From the entries that follow, copy exactly the lines beginning at the line holding "1404 26 1425" and continuing through the line holding "88V143L1475 134 1460".
━━━ Data extracts ━━━
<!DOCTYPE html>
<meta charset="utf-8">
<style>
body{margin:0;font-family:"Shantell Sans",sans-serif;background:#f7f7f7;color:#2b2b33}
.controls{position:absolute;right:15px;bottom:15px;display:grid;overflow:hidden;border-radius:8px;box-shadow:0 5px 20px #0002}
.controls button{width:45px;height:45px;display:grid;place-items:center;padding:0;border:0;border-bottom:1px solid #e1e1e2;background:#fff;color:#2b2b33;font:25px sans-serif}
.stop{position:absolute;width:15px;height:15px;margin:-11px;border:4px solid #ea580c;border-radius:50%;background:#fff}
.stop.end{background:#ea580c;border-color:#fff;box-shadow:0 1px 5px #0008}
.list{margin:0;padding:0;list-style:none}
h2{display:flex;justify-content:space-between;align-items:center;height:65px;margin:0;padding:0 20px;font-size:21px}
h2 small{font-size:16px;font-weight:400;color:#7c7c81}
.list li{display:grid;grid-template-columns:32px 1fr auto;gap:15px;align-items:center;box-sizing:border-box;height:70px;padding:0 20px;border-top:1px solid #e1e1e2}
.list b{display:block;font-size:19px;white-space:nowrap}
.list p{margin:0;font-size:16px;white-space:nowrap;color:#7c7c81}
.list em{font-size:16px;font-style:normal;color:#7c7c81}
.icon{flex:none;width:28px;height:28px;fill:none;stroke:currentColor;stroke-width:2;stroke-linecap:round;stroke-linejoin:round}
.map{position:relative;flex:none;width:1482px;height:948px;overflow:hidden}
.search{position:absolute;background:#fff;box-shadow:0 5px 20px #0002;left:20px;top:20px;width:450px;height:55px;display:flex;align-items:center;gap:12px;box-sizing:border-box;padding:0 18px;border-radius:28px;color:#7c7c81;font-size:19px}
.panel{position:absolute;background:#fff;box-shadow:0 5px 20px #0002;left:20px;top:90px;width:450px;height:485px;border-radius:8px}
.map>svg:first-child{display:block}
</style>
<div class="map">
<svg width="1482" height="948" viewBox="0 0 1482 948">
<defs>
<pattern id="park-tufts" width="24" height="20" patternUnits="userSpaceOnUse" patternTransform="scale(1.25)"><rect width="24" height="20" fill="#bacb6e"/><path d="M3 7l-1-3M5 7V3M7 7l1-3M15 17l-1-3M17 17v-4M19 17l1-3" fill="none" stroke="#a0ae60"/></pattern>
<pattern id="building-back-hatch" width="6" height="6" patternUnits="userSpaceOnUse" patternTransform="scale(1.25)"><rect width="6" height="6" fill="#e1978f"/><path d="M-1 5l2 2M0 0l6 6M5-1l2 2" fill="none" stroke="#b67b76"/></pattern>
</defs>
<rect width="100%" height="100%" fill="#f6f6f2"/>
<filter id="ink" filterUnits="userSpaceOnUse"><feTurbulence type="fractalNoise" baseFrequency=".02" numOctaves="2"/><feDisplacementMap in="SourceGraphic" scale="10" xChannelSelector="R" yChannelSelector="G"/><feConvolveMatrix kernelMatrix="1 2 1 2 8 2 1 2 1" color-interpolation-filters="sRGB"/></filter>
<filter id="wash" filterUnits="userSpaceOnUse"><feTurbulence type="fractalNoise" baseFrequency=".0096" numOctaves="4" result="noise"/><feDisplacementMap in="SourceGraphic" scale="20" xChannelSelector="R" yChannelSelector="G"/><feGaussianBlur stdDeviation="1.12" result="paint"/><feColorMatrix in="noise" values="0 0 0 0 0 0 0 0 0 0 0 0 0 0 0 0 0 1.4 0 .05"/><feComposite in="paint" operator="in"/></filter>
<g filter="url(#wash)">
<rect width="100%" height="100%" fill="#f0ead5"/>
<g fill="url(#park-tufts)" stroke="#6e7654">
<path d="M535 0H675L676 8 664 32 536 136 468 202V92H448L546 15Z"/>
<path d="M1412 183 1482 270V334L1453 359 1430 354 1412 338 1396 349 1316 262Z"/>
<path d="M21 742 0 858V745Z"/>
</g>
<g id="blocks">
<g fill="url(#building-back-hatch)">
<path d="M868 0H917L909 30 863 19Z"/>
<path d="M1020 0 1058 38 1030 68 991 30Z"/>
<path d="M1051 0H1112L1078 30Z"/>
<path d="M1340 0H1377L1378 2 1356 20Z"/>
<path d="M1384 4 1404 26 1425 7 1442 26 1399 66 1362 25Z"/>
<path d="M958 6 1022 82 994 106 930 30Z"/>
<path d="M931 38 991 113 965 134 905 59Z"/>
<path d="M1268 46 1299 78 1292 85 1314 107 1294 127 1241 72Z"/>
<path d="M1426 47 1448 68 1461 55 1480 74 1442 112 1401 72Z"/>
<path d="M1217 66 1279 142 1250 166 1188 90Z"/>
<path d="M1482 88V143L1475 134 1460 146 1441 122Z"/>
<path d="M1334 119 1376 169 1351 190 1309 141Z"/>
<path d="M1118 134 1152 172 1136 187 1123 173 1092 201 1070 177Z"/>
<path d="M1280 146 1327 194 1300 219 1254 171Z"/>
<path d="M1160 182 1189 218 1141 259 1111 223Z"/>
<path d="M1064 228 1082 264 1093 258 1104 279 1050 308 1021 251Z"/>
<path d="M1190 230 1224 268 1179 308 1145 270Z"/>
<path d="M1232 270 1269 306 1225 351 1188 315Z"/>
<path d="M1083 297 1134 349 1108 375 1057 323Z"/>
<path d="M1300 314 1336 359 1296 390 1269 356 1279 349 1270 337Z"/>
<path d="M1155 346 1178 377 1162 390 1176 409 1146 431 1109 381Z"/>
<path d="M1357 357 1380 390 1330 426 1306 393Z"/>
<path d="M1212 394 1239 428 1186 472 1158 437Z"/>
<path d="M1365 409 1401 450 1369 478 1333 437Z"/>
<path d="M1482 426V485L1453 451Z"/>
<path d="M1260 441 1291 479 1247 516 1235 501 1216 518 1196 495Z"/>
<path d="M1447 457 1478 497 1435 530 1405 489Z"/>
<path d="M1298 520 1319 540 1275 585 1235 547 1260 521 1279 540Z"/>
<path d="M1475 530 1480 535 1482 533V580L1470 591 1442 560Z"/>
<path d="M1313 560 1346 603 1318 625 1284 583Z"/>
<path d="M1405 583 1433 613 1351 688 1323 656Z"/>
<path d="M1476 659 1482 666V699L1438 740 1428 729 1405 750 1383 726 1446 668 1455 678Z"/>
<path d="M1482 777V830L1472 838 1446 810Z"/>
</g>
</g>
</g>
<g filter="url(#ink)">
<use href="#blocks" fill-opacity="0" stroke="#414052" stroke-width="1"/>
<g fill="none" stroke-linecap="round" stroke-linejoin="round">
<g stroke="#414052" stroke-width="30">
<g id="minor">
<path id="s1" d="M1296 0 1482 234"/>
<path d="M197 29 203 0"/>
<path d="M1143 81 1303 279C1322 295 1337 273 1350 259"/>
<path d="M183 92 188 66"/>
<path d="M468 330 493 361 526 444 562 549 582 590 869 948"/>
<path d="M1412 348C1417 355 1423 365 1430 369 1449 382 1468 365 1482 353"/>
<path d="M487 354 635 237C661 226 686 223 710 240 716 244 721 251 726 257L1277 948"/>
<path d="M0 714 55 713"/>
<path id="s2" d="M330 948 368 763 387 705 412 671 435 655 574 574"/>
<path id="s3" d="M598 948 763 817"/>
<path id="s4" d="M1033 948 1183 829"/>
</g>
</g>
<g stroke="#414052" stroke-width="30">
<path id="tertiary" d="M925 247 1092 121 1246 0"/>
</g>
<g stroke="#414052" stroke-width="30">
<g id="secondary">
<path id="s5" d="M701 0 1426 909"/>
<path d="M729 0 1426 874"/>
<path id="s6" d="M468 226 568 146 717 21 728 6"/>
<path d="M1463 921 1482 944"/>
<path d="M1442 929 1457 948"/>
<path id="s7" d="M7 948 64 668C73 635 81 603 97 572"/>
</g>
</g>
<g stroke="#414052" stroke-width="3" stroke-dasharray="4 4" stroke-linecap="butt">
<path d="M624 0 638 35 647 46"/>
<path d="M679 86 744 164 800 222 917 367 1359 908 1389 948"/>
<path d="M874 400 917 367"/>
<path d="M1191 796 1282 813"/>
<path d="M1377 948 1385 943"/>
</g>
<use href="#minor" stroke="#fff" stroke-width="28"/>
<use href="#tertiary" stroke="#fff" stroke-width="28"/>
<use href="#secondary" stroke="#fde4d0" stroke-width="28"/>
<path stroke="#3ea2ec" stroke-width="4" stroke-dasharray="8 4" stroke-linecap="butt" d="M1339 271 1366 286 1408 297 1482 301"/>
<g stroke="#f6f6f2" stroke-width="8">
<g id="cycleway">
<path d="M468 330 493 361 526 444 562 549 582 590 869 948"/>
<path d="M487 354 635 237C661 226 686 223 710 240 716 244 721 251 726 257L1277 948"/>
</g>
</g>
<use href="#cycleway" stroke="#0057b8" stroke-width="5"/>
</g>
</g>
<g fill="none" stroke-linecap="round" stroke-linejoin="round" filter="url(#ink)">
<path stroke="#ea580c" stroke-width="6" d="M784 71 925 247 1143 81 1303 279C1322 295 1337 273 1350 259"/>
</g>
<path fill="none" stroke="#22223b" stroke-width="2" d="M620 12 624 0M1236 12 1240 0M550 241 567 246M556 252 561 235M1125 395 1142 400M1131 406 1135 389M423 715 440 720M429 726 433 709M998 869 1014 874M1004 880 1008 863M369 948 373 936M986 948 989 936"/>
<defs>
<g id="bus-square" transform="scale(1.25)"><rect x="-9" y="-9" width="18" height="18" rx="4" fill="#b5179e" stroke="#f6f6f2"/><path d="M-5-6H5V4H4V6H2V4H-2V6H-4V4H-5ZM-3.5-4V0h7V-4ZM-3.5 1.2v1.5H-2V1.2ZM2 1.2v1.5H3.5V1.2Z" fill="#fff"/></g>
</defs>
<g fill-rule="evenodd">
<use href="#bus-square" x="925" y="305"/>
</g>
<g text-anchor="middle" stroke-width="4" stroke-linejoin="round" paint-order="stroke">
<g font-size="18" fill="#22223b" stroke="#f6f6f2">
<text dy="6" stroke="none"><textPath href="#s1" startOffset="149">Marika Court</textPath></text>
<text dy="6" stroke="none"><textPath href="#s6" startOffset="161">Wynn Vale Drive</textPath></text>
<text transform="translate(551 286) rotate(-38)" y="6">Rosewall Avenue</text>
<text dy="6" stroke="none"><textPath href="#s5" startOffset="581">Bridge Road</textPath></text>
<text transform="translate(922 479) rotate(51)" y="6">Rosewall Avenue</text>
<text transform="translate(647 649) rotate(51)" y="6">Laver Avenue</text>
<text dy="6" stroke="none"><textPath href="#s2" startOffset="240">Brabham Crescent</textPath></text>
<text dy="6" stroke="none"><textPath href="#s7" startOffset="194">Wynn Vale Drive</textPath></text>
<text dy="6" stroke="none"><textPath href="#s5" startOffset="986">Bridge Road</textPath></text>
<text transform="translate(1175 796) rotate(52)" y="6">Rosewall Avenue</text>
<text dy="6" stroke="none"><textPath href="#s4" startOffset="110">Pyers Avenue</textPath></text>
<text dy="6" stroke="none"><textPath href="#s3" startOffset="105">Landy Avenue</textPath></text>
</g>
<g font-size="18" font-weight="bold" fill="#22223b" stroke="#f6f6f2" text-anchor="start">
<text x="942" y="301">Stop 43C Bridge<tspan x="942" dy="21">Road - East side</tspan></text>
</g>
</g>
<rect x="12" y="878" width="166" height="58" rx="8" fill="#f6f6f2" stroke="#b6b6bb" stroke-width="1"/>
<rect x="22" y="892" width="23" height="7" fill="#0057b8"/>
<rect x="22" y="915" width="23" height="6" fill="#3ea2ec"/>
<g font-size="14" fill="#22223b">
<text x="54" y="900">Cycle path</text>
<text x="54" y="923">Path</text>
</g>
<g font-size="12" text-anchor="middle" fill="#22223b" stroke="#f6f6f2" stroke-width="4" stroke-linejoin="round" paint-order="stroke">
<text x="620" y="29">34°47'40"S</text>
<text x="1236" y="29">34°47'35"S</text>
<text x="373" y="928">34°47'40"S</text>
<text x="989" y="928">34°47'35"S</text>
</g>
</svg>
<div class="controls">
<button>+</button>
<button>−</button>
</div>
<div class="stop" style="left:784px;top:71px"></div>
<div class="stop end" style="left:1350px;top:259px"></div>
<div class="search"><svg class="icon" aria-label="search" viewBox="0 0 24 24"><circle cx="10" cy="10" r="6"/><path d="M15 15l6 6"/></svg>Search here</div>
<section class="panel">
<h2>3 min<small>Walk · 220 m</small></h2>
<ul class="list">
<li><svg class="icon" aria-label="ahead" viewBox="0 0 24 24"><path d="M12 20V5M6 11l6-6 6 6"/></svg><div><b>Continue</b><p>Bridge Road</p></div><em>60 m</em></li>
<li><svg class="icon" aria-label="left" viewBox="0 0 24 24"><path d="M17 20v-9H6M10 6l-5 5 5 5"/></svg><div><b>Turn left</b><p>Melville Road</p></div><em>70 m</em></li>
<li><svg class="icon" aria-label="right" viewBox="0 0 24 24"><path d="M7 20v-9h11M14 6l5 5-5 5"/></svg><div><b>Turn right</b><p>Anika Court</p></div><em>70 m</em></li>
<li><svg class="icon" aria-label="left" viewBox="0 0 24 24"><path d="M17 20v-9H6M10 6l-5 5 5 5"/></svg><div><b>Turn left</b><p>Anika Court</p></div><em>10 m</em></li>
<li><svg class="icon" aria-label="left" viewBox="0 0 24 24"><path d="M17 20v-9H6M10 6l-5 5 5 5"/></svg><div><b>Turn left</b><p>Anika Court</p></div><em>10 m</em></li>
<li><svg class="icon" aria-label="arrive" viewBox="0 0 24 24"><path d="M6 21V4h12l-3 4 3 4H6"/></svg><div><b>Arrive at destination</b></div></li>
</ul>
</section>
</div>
━━━
◆ **Task answer**
<path d="M1384 4 1404 26 1425 7 1442 26 1399 66 1362 25Z"/>
<path d="M958 6 1022 82 994 106 930 30Z"/>
<path d="M931 38 991 113 965 134 905 59Z"/>
<path d="M1268 46 1299 78 1292 85 1314 107 1294 127 1241 72Z"/>
<path d="M1426 47 1448 68 1461 55 1480 74 1442 112 1401 72Z"/>
<path d="M1217 66 1279 142 1250 166 1188 90Z"/>
<path d="M1482 88V143L1475 134 1460 146 1441 122Z"/>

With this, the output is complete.